■ Your instructions:
A bare count is the expected answer, namely the number of lines in the records that have the word "Mabini".

[Stored data]

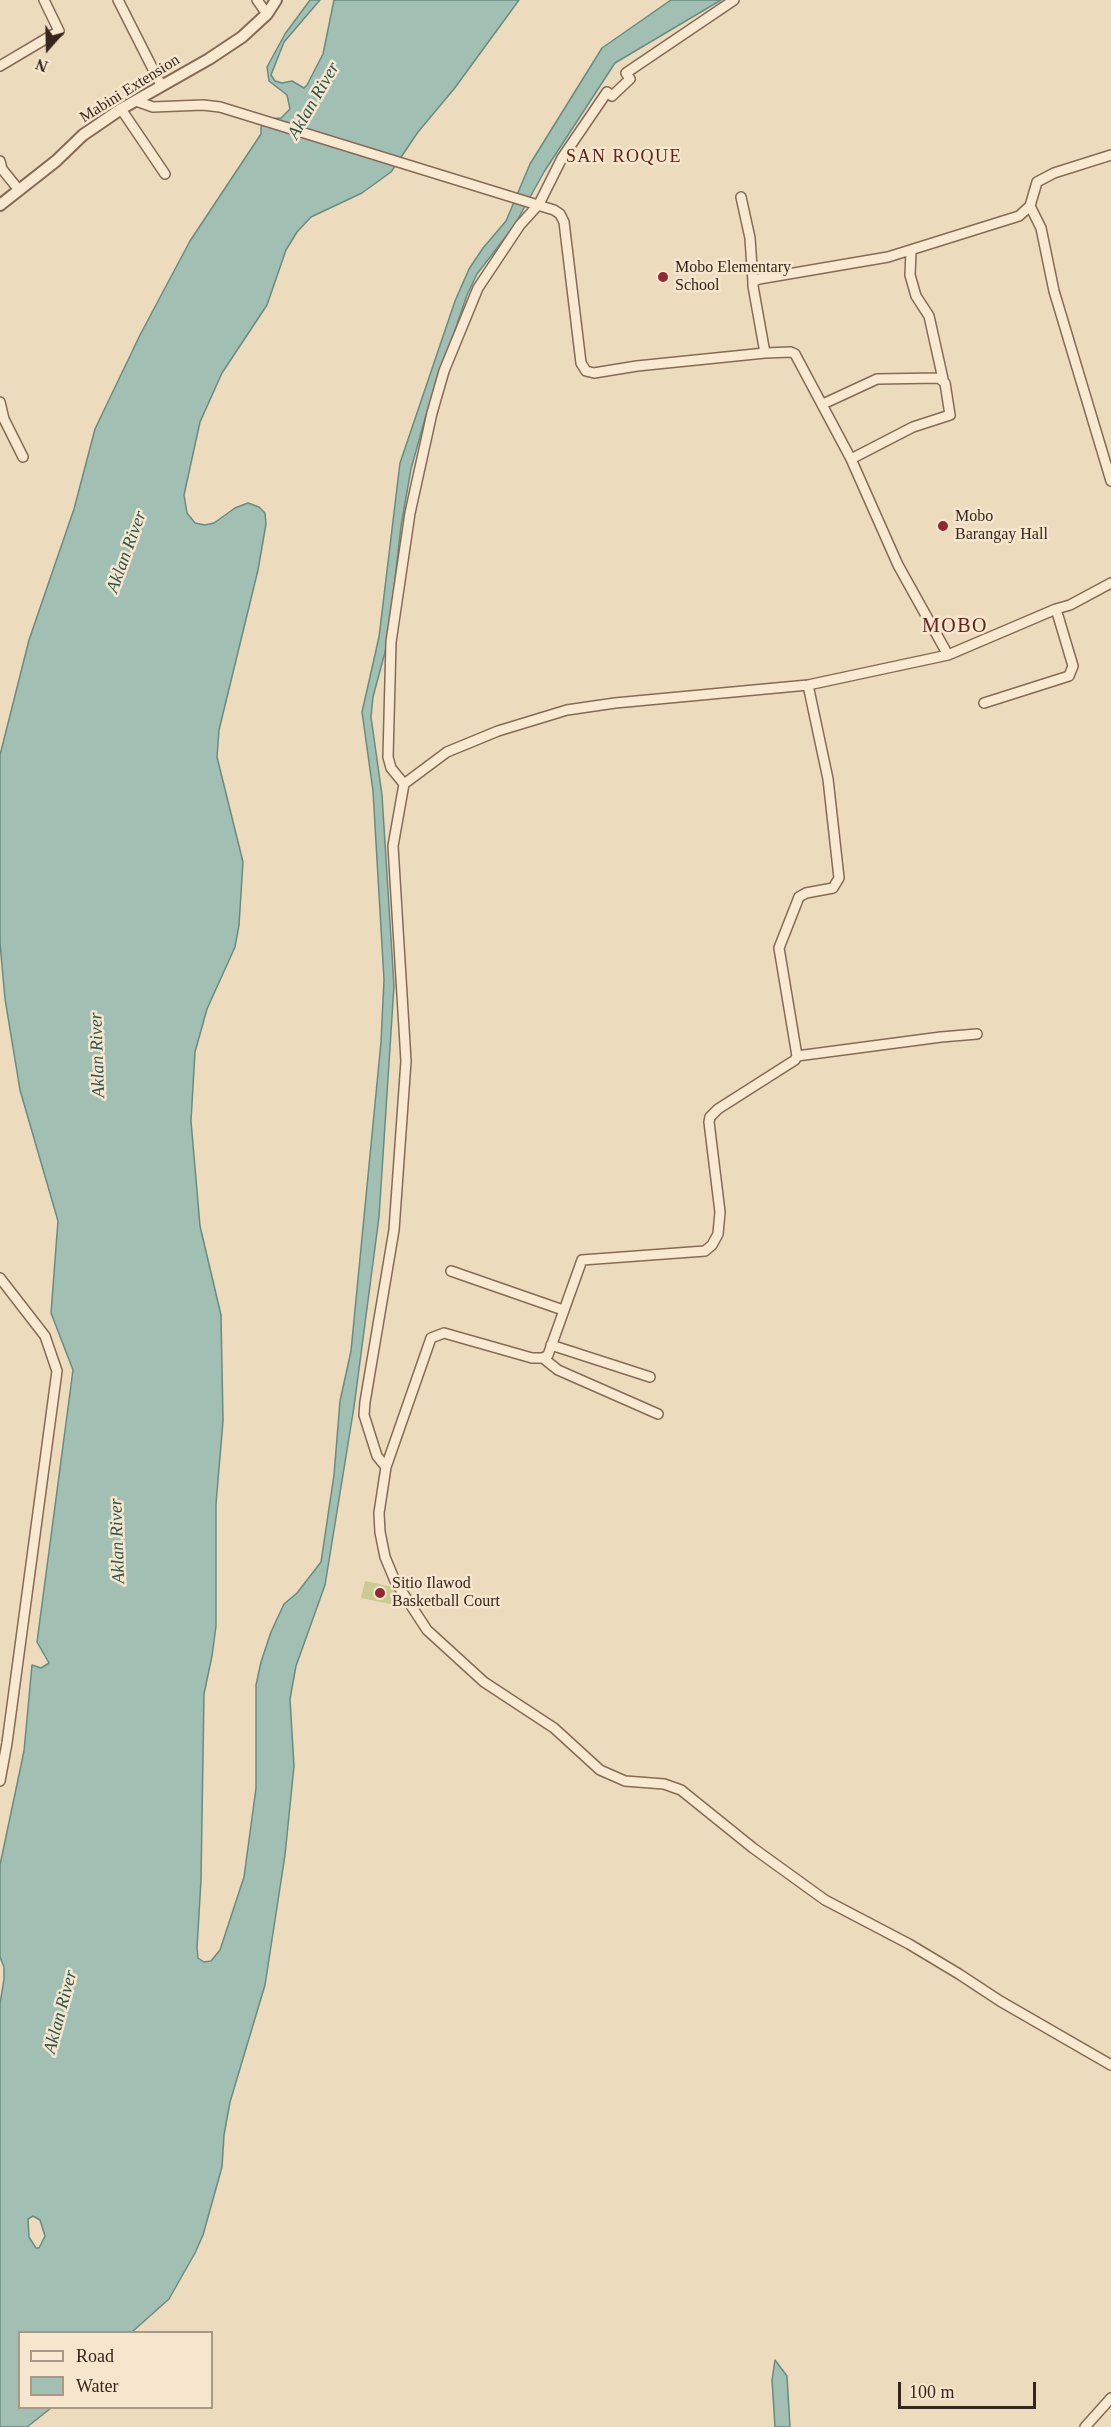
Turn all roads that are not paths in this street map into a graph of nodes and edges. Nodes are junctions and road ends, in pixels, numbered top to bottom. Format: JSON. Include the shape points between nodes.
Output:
{"nodes":[{"id":1,"x":44,"y":0,"type":"edge"},
{"id":2,"x":118,"y":0,"type":"edge"},
{"id":3,"x":256,"y":0,"type":"edge"},
{"id":4,"x":276,"y":0,"type":"edge"},
{"id":5,"x":734,"y":0,"type":"edge"},
{"id":6,"x":267,"y":14,"type":"junction"},
{"id":7,"x":0,"y":66,"type":"edge"},
{"id":8,"x":161,"y":85,"type":"junction"},
{"id":9,"x":136,"y":101,"type":"junction"},
{"id":10,"x":121,"y":109,"type":"junction"},
{"id":11,"x":1111,"y":155,"type":"edge"},
{"id":12,"x":0,"y":161,"type":"edge"},
{"id":13,"x":165,"y":174,"type":"dead end"},
{"id":14,"x":19,"y":190,"type":"junction"},
{"id":15,"x":741,"y":197,"type":"dead end"},
{"id":16,"x":538,"y":203,"type":"junction"},
{"id":17,"x":0,"y":205,"type":"edge"},
{"id":18,"x":1030,"y":206,"type":"junction"},
{"id":19,"x":911,"y":251,"type":"junction"},
{"id":20,"x":753,"y":282,"type":"junction"},
{"id":21,"x":765,"y":353,"type":"junction"},
{"id":22,"x":943,"y":380,"type":"junction"},
{"id":23,"x":0,"y":402,"type":"edge"},
{"id":24,"x":823,"y":404,"type":"junction"},
{"id":25,"x":22,"y":457,"type":"dead end"},
{"id":26,"x":851,"y":459,"type":"junction"},
{"id":27,"x":1111,"y":481,"type":"edge"},
{"id":28,"x":1111,"y":583,"type":"edge"},
{"id":29,"x":1056,"y":609,"type":"junction"},
{"id":30,"x":948,"y":655,"type":"junction"},
{"id":31,"x":808,"y":685,"type":"junction"},
{"id":32,"x":984,"y":703,"type":"dead end"},
{"id":33,"x":404,"y":784,"type":"junction"},
{"id":34,"x":977,"y":1034,"type":"dead end"},
{"id":35,"x":797,"y":1056,"type":"junction"},
{"id":36,"x":451,"y":1271,"type":"dead end"},
{"id":37,"x":0,"y":1278,"type":"edge"},
{"id":38,"x":563,"y":1310,"type":"junction"},
{"id":39,"x":552,"y":1345,"type":"junction"},
{"id":40,"x":543,"y":1358,"type":"junction"},
{"id":41,"x":650,"y":1377,"type":"dead end"},
{"id":42,"x":658,"y":1414,"type":"dead end"},
{"id":43,"x":386,"y":1467,"type":"junction"},
{"id":44,"x":0,"y":1781,"type":"edge"},
{"id":45,"x":1111,"y":2065,"type":"edge"},
{"id":46,"x":1111,"y":2398,"type":"edge"},
{"id":47,"x":1085,"y":2427,"type":"edge"}],
"edges":[{"from":1,"to":7,"type":"street","via":[[59,31]]},
{"from":2,"to":8,"type":"street"},
{"from":3,"to":6,"type":"street"},
{"from":4,"to":6,"type":"street","name":"Mabini Extension"},
{"from":5,"to":16,"type":"street","via":[[626,73],[630,79],[612,96],[607,92],[562,158]]},
{"from":6,"to":8,"type":"street","name":"Mabini Extension","via":[[242,37]]},
{"from":8,"to":9,"type":"street","name":"Mabini Extension"},
{"from":9,"to":10,"type":"street","name":"Mabini Extension"},
{"from":9,"to":16,"type":"street","via":[[153,107],[220,107]]},
{"from":10,"to":13,"type":"street"},
{"from":10,"to":14,"type":"street","name":"Mabini Extension","via":[[83,135]]},
{"from":11,"to":18,"type":"street","via":[[1054,172],[1037,183]]},
{"from":12,"to":14,"type":"street"},
{"from":14,"to":17,"type":"street","name":"Mabini Extension"},
{"from":15,"to":20,"type":"street","via":[[750,238]]},
{"from":16,"to":21,"type":"street","via":[[560,214],[564,222],[581,363],[586,371]]},
{"from":16,"to":33,"type":"street","via":[[478,288],[444,371],[432,413],[410,513],[391,642],[388,757],[391,768]]},
{"from":18,"to":19,"type":"street","via":[[1019,216]]},
{"from":18,"to":27,"type":"street","via":[[1041,228],[1054,291]]},
{"from":19,"to":20,"type":"street"},
{"from":19,"to":22,"type":"street","via":[[910,275],[916,296],[929,316]]},
{"from":20,"to":21,"type":"street"},
{"from":21,"to":24,"type":"street","via":[[795,354]]},
{"from":22,"to":24,"type":"street","via":[[877,379]]},
{"from":22,"to":26,"type":"street","via":[[950,415],[912,427]]},
{"from":23,"to":25,"type":"street"},
{"from":24,"to":26,"type":"street"},
{"from":26,"to":30,"type":"street","via":[[898,565]]},
{"from":28,"to":29,"type":"street"},
{"from":29,"to":30,"type":"street"},
{"from":29,"to":32,"type":"street","via":[[1073,666],[1069,676]]},
{"from":30,"to":31,"type":"street"},
{"from":31,"to":33,"type":"street","via":[[567,710],[498,730],[447,752]]},
{"from":31,"to":35,"type":"street","via":[[828,778],[839,878],[833,888],[799,897],[779,948]]},
{"from":33,"to":43,"type":"street","via":[[393,846],[406,1061],[394,1230],[364,1415],[377,1456]]},
{"from":34,"to":35,"type":"street"},
{"from":35,"to":38,"type":"street","via":[[710,1117],[720,1212],[712,1245],[694,1253],[584,1258]]},
{"from":36,"to":38,"type":"street"},
{"from":37,"to":44,"type":"street","via":[[45,1336],[57,1371]]},
{"from":38,"to":39,"type":"street"},
{"from":39,"to":40,"type":"street"},
{"from":39,"to":41,"type":"street"},
{"from":40,"to":42,"type":"street","via":[[558,1370]]},
{"from":40,"to":43,"type":"street","via":[[444,1332],[435,1335],[428,1345]]},
{"from":43,"to":45,"type":"street","via":[[380,1532],[395,1581],[427,1630],[484,1682],[554,1728],[600,1770],[625,1781],[672,1785],[825,1900],[909,1944]]},
{"from":46,"to":47,"type":"street"}]}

■ Response:
6